**Task input:**
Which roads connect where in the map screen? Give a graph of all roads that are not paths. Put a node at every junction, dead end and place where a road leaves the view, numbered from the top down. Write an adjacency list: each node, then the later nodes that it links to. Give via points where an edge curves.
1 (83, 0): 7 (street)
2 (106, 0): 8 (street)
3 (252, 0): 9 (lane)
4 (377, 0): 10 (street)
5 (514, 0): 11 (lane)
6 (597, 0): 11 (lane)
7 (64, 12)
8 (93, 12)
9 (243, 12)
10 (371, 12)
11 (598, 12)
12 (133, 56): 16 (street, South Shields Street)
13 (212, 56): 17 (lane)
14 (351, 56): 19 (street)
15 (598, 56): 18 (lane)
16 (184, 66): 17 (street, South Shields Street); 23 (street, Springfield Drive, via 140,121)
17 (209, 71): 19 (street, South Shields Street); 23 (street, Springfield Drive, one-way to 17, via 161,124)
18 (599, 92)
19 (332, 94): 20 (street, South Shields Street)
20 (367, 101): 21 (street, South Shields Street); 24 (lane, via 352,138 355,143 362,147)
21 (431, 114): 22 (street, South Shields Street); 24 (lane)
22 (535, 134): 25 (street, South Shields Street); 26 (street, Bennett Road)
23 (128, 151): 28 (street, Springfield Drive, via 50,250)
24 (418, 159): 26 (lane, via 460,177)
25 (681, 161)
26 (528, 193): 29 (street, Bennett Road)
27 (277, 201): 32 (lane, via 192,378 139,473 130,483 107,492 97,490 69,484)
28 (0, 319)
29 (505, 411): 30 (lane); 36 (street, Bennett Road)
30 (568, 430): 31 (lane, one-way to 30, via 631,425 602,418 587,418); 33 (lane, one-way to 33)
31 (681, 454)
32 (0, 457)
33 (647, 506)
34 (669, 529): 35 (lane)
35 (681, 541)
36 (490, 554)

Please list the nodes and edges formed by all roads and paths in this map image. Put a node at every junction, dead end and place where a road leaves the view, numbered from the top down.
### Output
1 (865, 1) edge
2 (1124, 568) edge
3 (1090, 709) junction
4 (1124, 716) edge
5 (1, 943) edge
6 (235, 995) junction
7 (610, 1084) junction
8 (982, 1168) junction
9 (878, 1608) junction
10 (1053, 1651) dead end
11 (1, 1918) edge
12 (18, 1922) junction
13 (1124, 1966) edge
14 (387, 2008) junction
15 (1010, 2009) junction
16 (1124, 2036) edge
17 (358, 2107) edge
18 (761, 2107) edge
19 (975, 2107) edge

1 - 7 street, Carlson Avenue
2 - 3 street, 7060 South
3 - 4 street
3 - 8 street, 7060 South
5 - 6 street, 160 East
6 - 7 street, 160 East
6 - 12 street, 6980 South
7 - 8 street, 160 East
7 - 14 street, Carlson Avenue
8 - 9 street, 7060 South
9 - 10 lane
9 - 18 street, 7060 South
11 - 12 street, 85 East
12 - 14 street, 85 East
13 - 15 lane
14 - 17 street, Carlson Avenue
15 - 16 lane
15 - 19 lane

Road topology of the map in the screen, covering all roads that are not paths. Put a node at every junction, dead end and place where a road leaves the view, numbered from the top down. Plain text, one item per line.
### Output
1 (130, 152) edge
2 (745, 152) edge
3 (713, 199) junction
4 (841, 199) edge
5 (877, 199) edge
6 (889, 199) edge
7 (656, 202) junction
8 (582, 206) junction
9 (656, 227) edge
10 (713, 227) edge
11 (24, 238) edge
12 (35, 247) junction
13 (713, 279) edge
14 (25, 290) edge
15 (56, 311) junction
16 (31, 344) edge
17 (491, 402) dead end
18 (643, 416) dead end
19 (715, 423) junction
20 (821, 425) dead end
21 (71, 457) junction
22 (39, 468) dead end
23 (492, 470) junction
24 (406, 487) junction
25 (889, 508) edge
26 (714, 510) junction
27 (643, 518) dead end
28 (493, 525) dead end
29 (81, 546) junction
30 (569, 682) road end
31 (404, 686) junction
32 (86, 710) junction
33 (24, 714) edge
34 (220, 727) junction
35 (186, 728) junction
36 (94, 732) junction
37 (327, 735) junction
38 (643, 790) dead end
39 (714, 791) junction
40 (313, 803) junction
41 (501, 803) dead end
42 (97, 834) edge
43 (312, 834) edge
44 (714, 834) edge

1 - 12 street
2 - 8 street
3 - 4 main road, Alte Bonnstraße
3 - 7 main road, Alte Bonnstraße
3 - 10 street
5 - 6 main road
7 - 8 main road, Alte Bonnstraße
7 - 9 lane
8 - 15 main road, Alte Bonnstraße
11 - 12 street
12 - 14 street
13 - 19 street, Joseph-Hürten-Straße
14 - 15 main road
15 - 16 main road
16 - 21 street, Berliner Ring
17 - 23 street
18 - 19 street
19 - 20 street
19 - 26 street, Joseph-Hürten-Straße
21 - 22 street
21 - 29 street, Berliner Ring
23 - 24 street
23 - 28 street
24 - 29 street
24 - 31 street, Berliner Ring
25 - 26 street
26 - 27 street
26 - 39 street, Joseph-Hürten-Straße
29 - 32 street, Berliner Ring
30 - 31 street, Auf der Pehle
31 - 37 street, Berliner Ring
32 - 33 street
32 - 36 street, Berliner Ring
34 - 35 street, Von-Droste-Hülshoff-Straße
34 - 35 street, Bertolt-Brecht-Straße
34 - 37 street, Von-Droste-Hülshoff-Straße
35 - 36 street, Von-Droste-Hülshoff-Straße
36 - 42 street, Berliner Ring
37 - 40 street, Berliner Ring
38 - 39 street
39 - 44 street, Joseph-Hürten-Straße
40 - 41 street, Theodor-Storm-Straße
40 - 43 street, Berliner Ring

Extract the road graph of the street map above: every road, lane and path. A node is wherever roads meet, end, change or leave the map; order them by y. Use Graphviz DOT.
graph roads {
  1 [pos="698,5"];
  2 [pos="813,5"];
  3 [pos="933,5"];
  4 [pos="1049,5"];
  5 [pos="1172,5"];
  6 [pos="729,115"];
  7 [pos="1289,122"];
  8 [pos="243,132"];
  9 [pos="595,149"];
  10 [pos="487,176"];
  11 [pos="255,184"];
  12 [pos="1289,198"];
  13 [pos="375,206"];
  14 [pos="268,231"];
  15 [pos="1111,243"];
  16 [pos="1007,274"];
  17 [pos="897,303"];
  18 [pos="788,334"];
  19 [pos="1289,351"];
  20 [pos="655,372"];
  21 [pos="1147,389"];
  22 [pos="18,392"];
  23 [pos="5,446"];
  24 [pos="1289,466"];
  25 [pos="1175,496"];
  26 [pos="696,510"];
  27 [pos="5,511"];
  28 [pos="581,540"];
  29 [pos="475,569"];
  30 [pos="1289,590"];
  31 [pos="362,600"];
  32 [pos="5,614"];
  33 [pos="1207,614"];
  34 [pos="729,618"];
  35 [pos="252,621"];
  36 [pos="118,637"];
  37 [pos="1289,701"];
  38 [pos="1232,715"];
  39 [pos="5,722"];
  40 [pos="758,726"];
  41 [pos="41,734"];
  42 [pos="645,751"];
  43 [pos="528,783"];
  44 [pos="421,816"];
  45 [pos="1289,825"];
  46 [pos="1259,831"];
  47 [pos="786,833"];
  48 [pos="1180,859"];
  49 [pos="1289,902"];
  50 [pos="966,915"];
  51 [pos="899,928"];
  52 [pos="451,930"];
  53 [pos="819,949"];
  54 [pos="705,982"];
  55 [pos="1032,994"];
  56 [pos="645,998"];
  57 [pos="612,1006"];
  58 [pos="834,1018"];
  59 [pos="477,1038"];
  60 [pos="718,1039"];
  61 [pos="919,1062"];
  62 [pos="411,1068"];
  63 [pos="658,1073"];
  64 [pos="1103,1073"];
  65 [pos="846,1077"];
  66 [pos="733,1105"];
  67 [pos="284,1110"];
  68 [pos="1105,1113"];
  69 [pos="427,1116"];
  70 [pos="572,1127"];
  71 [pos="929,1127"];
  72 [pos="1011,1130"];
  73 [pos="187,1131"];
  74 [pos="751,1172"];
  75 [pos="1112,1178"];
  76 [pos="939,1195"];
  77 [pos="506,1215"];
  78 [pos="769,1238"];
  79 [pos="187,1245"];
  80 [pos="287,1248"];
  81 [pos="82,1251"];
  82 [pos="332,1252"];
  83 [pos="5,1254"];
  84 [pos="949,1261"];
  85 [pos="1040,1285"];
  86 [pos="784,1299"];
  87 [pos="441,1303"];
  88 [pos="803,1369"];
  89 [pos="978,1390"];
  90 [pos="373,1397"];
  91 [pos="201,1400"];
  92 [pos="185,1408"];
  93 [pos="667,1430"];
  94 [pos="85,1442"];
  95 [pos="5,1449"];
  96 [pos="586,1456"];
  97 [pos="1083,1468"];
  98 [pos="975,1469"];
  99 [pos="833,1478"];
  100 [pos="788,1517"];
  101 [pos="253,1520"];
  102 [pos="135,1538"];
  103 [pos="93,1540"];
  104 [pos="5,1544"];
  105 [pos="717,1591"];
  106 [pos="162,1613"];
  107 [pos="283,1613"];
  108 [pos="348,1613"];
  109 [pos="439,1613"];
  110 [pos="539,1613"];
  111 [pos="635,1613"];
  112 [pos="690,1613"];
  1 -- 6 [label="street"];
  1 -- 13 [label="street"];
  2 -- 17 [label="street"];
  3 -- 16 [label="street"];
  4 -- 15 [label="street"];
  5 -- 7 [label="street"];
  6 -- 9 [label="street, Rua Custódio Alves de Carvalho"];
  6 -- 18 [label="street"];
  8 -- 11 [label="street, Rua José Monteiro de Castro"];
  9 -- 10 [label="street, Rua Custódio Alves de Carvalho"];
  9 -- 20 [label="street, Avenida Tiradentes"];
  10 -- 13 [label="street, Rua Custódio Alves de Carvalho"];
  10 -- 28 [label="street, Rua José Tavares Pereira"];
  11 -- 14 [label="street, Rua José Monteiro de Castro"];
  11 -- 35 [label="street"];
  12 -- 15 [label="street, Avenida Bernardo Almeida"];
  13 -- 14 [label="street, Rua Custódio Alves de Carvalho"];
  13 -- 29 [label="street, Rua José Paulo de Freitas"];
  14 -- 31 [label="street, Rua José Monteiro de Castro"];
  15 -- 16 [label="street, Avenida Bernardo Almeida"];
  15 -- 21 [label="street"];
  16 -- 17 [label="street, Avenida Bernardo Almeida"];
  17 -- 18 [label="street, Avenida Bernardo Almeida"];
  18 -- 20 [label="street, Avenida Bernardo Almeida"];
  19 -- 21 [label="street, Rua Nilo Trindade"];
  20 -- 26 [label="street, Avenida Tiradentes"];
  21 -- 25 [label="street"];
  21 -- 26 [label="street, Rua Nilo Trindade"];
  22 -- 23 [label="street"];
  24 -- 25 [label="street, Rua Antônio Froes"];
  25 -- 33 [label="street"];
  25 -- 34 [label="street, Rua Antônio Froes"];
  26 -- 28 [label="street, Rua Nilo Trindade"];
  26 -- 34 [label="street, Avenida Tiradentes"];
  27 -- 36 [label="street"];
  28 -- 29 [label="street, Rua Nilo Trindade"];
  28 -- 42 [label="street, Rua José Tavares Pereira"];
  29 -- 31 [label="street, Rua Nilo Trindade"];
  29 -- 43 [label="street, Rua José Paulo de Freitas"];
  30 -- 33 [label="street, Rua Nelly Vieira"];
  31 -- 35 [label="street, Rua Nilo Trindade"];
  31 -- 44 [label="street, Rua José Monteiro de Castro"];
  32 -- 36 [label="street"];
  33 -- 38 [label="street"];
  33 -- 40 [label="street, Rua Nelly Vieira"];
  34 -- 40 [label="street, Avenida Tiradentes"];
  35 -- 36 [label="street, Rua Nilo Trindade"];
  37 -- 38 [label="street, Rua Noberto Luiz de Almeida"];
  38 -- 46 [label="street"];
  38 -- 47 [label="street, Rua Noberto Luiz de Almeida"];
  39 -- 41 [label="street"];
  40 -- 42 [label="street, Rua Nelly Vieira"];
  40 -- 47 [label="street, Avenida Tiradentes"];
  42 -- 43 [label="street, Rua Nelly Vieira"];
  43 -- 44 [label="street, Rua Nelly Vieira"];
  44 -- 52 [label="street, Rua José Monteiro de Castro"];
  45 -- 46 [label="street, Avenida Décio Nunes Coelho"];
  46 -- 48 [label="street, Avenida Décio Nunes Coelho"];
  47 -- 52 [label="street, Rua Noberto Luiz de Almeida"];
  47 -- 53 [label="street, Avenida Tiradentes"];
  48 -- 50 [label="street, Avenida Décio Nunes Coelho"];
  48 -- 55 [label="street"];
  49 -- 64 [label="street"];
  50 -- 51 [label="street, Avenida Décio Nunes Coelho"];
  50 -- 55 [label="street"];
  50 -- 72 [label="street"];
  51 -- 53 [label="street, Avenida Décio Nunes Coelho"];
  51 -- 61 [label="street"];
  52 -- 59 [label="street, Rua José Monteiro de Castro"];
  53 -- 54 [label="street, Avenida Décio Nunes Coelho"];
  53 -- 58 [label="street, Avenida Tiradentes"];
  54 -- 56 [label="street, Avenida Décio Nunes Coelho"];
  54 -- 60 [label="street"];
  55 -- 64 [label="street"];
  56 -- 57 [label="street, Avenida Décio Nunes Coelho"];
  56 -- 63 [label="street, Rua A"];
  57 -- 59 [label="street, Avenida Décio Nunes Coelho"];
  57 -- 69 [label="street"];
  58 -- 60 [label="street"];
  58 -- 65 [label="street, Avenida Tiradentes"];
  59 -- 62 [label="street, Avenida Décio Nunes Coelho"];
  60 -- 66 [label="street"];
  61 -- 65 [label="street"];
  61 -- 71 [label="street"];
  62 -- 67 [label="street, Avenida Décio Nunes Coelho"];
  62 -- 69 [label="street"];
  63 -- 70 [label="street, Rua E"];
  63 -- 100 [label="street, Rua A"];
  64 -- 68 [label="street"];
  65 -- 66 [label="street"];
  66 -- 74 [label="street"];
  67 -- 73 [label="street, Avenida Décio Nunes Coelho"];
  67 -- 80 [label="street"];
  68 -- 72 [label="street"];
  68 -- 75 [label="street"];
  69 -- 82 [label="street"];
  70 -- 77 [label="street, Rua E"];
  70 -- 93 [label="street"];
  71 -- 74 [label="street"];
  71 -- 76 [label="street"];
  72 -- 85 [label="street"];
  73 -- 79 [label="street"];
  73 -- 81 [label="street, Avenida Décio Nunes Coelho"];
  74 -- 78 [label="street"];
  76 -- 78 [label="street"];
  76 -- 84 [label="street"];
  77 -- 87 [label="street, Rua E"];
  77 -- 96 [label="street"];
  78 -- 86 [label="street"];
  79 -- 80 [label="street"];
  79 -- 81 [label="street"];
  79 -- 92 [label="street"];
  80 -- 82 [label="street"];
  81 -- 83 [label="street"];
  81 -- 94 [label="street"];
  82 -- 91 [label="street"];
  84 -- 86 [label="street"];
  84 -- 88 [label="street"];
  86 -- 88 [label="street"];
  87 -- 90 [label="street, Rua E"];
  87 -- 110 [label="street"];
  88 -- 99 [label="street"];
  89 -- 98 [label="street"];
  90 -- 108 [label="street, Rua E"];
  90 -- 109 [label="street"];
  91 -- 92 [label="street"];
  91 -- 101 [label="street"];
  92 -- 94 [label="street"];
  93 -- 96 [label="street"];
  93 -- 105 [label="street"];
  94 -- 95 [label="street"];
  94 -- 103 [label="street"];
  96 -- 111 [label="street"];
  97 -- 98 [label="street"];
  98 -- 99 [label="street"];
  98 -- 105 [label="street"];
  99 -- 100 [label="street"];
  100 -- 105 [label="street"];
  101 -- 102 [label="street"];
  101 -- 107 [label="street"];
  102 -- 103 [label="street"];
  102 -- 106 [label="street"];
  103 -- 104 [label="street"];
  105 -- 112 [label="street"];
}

**Exercise aim:** Go through the material and tally every line where "Custódio" appears. The number is the whole answer.

**Result below:** 4